### [EXERCISE]
Copy every line that holds the string "Moncrief" from the data below.

### [TASK INPUT]
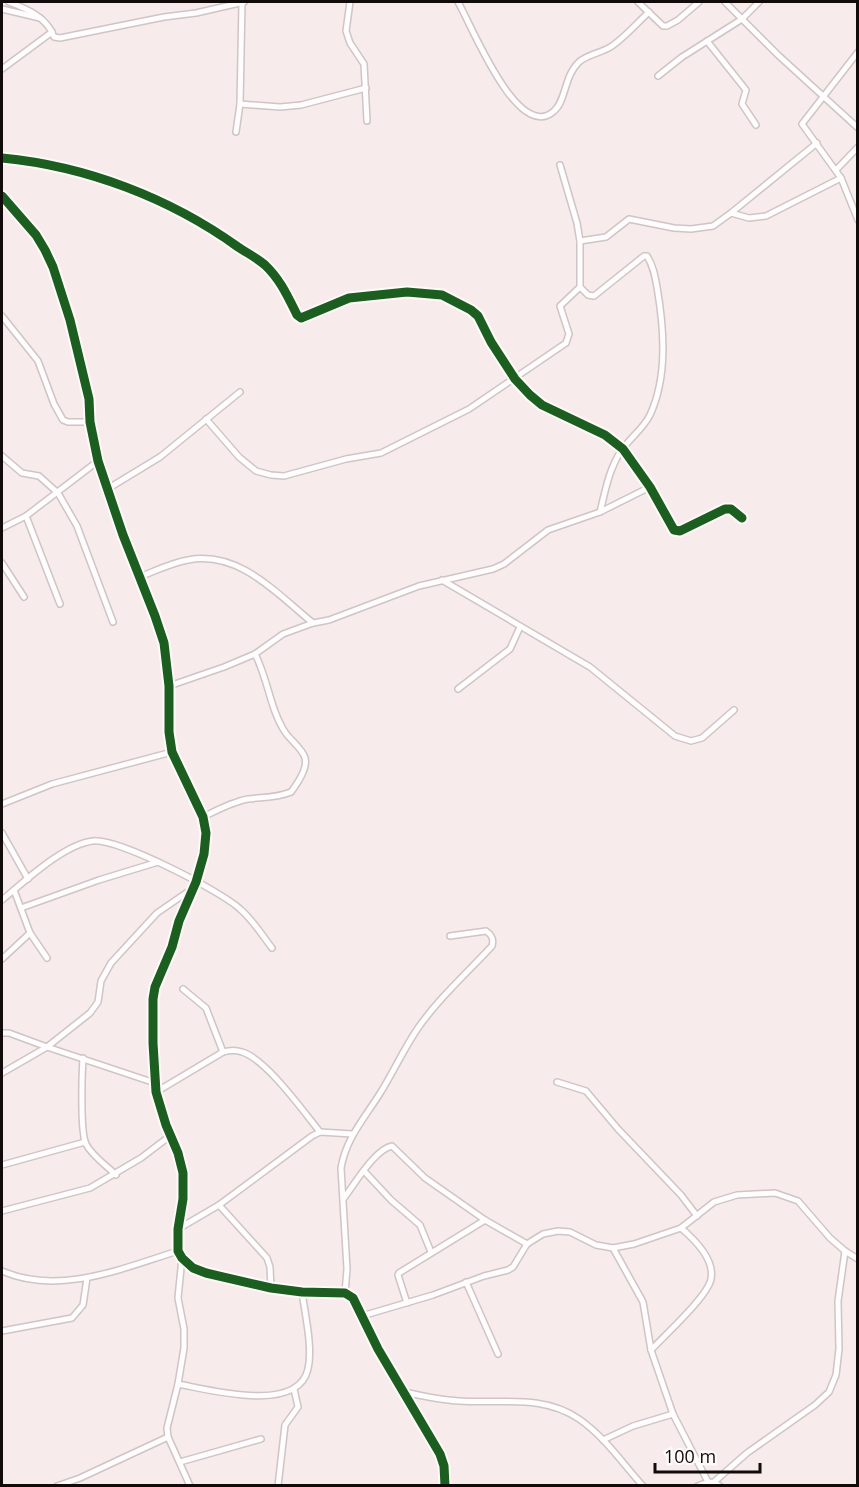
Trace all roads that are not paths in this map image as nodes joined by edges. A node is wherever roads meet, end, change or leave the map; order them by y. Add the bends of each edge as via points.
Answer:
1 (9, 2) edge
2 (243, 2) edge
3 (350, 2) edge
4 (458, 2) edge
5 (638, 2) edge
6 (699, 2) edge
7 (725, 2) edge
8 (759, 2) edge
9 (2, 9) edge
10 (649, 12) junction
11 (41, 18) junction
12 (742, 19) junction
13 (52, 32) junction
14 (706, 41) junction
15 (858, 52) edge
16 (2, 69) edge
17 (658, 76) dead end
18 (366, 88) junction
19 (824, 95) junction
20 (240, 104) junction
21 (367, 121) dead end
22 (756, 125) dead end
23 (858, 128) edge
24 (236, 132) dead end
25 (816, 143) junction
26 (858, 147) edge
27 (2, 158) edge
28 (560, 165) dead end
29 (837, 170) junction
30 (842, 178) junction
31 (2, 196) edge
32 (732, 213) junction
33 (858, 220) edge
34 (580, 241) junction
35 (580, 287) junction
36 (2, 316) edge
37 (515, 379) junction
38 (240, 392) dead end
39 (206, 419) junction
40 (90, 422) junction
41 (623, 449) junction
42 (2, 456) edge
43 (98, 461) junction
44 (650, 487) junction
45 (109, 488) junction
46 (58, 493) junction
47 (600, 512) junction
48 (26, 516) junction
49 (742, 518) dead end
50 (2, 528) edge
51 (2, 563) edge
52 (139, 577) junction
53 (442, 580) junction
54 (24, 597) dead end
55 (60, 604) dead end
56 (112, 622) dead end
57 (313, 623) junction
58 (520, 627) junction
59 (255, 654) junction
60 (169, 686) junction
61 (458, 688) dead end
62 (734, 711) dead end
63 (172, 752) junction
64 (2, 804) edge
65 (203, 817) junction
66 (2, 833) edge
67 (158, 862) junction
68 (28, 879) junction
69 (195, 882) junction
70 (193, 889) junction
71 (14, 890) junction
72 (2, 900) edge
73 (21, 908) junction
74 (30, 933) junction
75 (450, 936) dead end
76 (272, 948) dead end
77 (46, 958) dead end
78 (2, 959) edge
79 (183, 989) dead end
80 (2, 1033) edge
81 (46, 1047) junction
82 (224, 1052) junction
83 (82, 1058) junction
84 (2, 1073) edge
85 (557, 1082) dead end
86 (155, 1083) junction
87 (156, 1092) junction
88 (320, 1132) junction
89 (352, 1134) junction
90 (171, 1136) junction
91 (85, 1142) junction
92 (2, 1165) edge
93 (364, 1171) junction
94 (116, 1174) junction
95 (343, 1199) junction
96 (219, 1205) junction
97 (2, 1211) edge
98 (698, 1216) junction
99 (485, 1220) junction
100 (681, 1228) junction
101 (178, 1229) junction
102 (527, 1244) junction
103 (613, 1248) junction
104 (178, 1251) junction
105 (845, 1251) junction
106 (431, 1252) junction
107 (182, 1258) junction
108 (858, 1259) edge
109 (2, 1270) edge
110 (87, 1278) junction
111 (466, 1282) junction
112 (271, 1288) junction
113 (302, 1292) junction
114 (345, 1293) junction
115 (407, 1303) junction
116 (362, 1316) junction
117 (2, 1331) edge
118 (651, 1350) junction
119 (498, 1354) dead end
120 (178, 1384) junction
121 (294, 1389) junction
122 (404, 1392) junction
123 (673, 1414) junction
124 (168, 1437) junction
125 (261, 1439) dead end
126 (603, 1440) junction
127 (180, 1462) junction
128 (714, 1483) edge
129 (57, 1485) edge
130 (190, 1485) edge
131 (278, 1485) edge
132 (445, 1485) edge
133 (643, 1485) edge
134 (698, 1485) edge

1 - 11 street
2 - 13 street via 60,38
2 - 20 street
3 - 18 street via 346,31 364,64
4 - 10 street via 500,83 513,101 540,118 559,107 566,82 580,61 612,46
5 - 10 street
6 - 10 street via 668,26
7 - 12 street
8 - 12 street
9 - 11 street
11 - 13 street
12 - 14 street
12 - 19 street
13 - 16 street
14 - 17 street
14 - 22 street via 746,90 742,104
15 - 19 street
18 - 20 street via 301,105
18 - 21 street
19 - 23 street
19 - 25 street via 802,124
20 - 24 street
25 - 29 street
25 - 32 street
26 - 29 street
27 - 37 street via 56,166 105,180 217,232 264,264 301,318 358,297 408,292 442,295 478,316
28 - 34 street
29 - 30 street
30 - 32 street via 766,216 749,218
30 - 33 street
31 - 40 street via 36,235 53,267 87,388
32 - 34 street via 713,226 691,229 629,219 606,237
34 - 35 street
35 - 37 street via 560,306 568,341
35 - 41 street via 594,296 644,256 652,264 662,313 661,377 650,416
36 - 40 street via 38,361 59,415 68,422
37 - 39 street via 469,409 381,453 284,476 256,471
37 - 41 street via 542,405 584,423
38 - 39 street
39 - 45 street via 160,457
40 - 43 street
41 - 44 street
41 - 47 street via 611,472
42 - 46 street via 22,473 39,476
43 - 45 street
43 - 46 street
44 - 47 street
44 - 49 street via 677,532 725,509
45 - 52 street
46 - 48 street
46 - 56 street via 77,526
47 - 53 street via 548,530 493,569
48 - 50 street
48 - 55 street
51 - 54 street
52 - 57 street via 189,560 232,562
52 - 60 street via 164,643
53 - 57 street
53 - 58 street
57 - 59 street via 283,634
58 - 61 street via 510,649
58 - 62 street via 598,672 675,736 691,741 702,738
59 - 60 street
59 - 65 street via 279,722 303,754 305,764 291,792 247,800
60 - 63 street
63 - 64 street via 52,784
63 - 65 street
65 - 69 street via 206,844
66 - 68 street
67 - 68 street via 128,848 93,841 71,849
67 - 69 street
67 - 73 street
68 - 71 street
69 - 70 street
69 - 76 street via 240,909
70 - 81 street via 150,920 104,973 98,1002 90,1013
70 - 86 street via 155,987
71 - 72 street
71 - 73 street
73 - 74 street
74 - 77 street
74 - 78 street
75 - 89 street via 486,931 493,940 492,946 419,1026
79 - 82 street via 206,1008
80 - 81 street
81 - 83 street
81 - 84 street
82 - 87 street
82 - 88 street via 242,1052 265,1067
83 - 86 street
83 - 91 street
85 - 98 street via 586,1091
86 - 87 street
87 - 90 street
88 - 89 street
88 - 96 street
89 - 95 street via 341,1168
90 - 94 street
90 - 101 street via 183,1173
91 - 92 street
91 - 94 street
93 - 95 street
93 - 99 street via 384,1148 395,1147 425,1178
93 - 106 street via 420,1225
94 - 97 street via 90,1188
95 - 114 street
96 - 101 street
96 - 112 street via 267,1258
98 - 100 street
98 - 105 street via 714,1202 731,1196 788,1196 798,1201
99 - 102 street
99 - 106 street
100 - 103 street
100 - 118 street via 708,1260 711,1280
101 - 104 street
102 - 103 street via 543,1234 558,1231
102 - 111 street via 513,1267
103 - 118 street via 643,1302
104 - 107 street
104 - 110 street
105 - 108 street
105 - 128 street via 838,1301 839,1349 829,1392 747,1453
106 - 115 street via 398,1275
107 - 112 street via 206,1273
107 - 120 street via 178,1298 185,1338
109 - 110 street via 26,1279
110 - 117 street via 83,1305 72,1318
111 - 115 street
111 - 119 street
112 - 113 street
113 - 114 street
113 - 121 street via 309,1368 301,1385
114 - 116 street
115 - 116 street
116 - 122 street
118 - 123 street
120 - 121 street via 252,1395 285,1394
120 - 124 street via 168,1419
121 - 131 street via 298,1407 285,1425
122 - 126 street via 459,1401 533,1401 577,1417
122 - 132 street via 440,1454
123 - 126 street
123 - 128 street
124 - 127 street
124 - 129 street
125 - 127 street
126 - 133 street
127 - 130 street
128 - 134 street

* * *

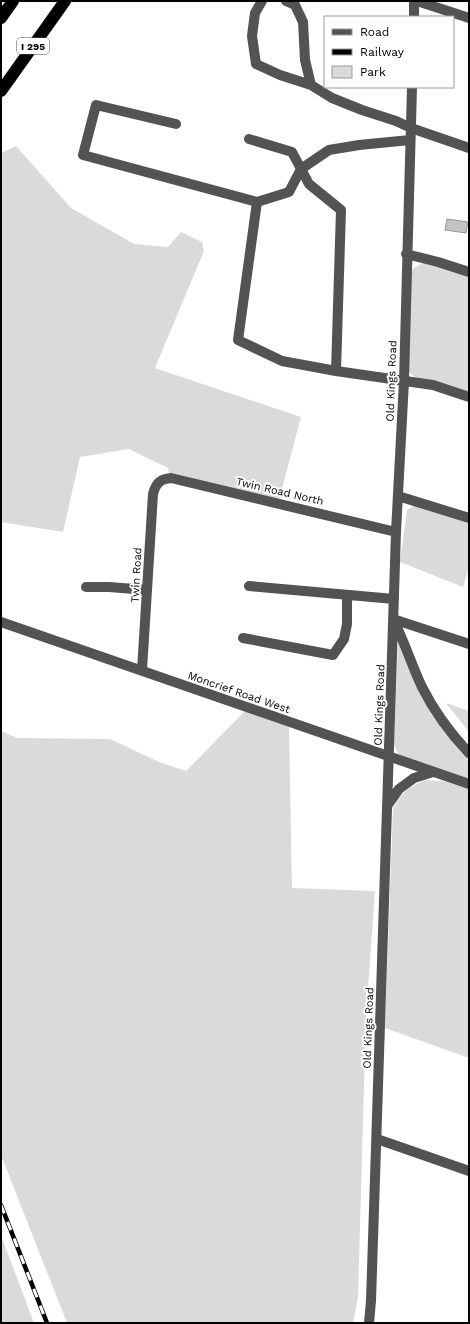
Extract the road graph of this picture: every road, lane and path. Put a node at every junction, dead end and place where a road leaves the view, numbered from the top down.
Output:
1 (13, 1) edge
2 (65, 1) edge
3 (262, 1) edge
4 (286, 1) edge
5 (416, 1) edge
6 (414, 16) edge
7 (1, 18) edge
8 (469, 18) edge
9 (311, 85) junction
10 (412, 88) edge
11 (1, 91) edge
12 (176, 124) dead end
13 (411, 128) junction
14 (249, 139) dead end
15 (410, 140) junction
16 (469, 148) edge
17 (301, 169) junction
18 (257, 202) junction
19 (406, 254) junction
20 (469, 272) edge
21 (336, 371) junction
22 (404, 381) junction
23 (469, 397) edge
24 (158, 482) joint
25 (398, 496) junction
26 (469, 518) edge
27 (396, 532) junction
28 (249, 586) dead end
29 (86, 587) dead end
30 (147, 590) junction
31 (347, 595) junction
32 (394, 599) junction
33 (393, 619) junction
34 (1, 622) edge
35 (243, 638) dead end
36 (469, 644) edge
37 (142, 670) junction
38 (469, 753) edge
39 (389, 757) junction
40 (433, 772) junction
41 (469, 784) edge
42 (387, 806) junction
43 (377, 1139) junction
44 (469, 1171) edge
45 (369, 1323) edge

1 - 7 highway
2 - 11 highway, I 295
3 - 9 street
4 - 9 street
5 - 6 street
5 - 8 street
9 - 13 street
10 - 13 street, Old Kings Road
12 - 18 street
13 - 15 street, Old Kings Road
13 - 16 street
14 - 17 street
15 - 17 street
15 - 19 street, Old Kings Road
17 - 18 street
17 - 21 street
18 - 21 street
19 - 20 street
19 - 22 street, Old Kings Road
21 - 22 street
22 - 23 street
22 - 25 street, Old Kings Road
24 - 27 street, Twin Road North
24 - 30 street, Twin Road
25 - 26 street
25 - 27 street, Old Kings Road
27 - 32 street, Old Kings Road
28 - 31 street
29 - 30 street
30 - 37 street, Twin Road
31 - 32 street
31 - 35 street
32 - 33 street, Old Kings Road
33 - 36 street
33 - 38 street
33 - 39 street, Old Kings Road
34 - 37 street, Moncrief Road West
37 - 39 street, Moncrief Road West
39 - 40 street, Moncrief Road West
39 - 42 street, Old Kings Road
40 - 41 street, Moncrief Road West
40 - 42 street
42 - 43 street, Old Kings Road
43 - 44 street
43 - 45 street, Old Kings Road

### [ANSWER AREA]
34 - 37 street, Moncrief Road West
37 - 39 street, Moncrief Road West
39 - 40 street, Moncrief Road West
40 - 41 street, Moncrief Road West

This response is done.